ABSTRACT:
In this work, a methodology for implementation of an
automated transition of a solar PV array and battery integrated unified power
quality conditioner (PV-BUPQC) between standalone and grid connected modes of operation
is presented and analyzed. This system consists of a shunt and series active
filters connected back to back with a common DC-link. The system addresses the
issue of the integrating power quality improvement along with the generation of
clean energy. Moreover, due to the automated transition, the critical loads
have continuous power supply irrespective of grid availability. The key
challenges addressed are implementation of automated transition in a PV-B-UPQC
system with minimal disturbance to the local loads. The system operation is
validated through experimentation under a number of dynamic conditions such as
automated transition, supply voltage variations, unavailability of the grid,
variation in solar power generation, load variation, etc., which are typically
encountered in a modern distribution network.
KEYWORDS:
1.
Power quality
2.
Unified power
quality conditioner
3.
Solar PV
Generation
4.
Battery energy
storage
5.
Automated
transition
6.
Constant power
generation
SOFTWARE: MATLAB/SIMULINK
CONCLUSION:
The
design and performance of solar PV and battery integrated UPQC have been
presented in this work. Due to the presence of energy storage in form of
battery bank, the system operates in standalone mode of operation whenever grid
is not available thus maintaining continuity of power supply to critical loads.
Moreover, the system mitigates power fluctuations occurring in PV power
generation due to weather conditions, thus enabling smooth power generation.

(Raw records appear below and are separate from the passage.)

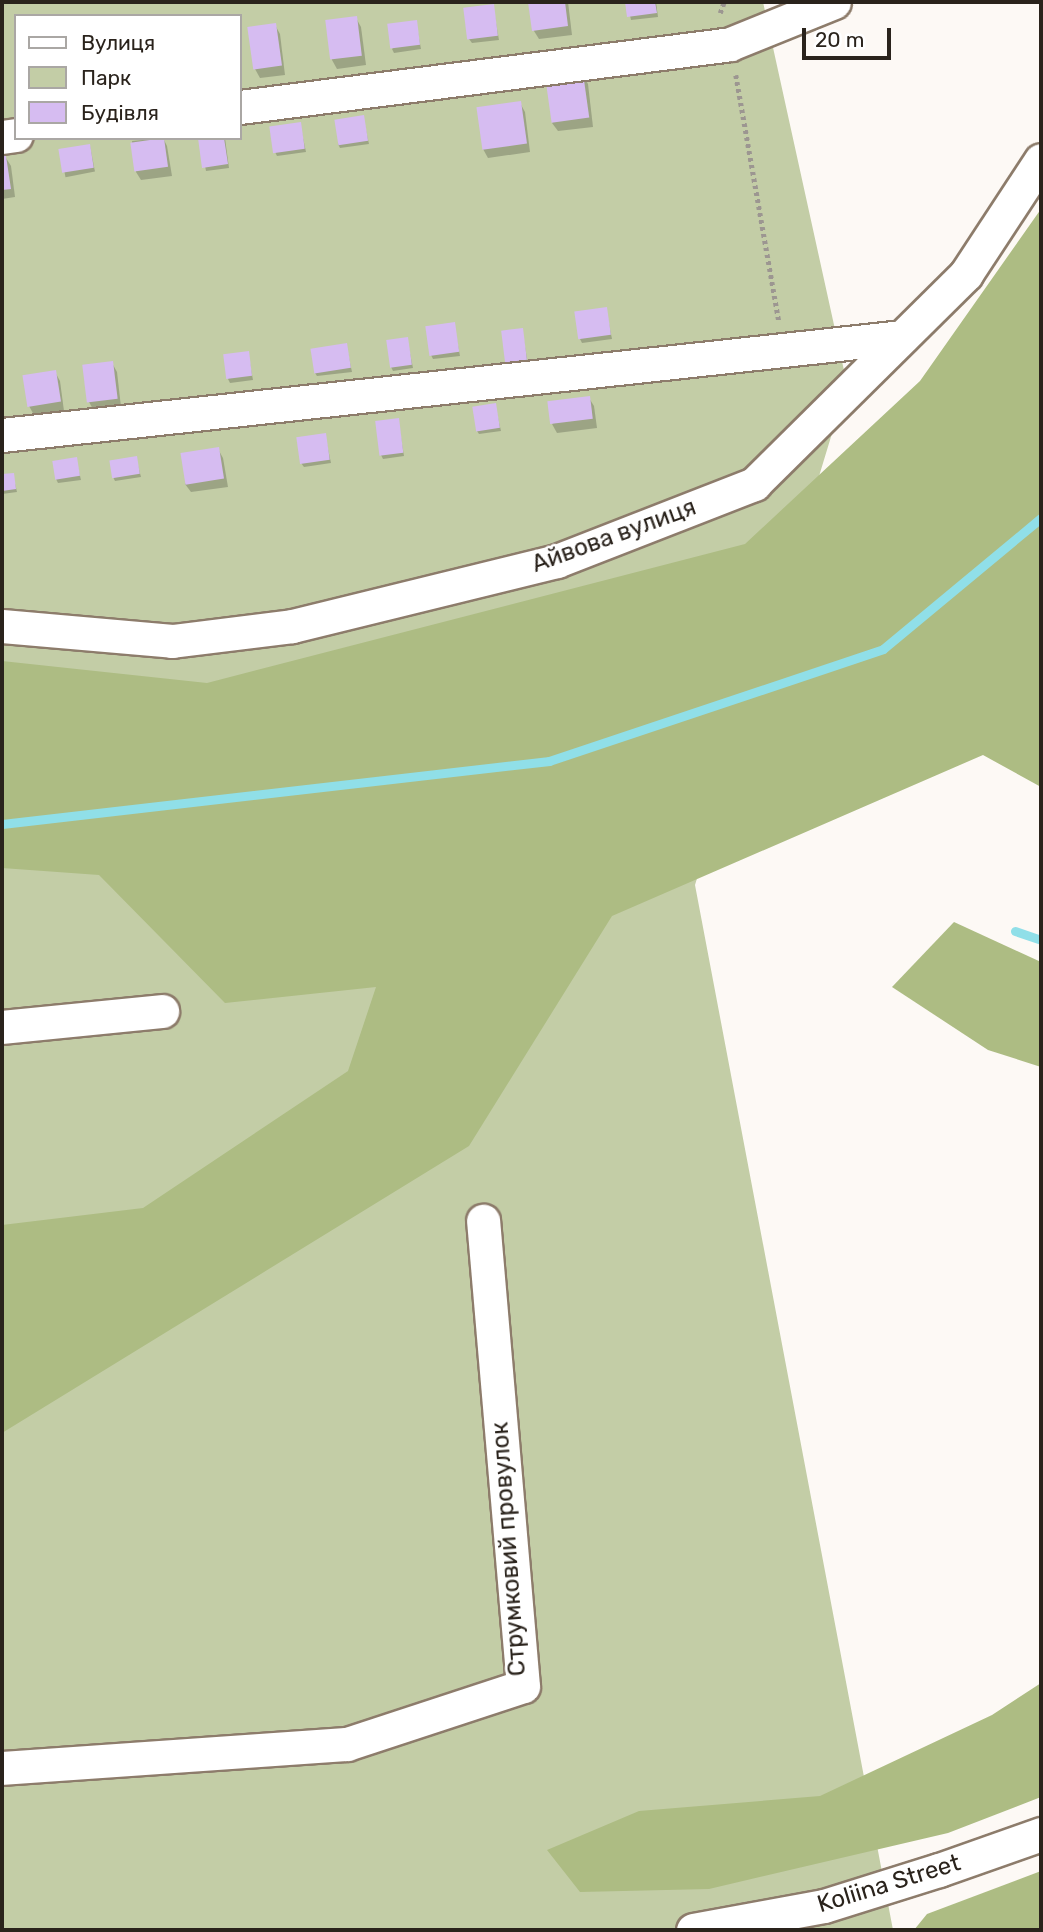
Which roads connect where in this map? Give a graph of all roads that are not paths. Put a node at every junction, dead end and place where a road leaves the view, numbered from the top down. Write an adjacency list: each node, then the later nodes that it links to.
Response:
1 (834, 2): 2 (street)
2 (242, 107)
3 (1041, 160): 4 (street, Айвова вулиця)
4 (902, 337): 5 (street); 6 (street, Айвова вулиця)
5 (2, 435)
6 (2, 626)
7 (162, 1011): 8 (street)
8 (2, 1027)
9 (483, 1220): 10 (street, Струмковий провулок)
10 (2, 1768)
11 (1041, 1834): 12 (street, Koliina Street)
12 (693, 1930)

This leads to increased stability of the overall system. The behavior of the system
under steay state has been found satisfactory and the PCC currents meet the
THD limits prescribed in the IEEE-519 standard.
The
response of the PV-B-UPQC has been extensively evaluated under both standalone
and grid connected modes of operation. The response of PV-B UPQC is found
satisfactory under various conditions of irradiation variation, load unbalance and
sags/swells in PCC voltage. Under all these disturbance conditions, the
PV-B-UPQC is able to feed constant power into distribution network. The system
automatically changes from the grid-tied operation to islanded operation and
vice versa with minimal disturbance to the sensitive and critical load. The
three wire PV-B-UPQC is suitable for the systems with operating with sensitive
and critical load such as in data centers, hospitals, factories where
uninterrupted power supply is of prime importance. The integration of battery
and renewable energy, enables minimum dependence on the grid for power demand
while the surplus PV power can support the grid by giving power to nearby loads
at PCC.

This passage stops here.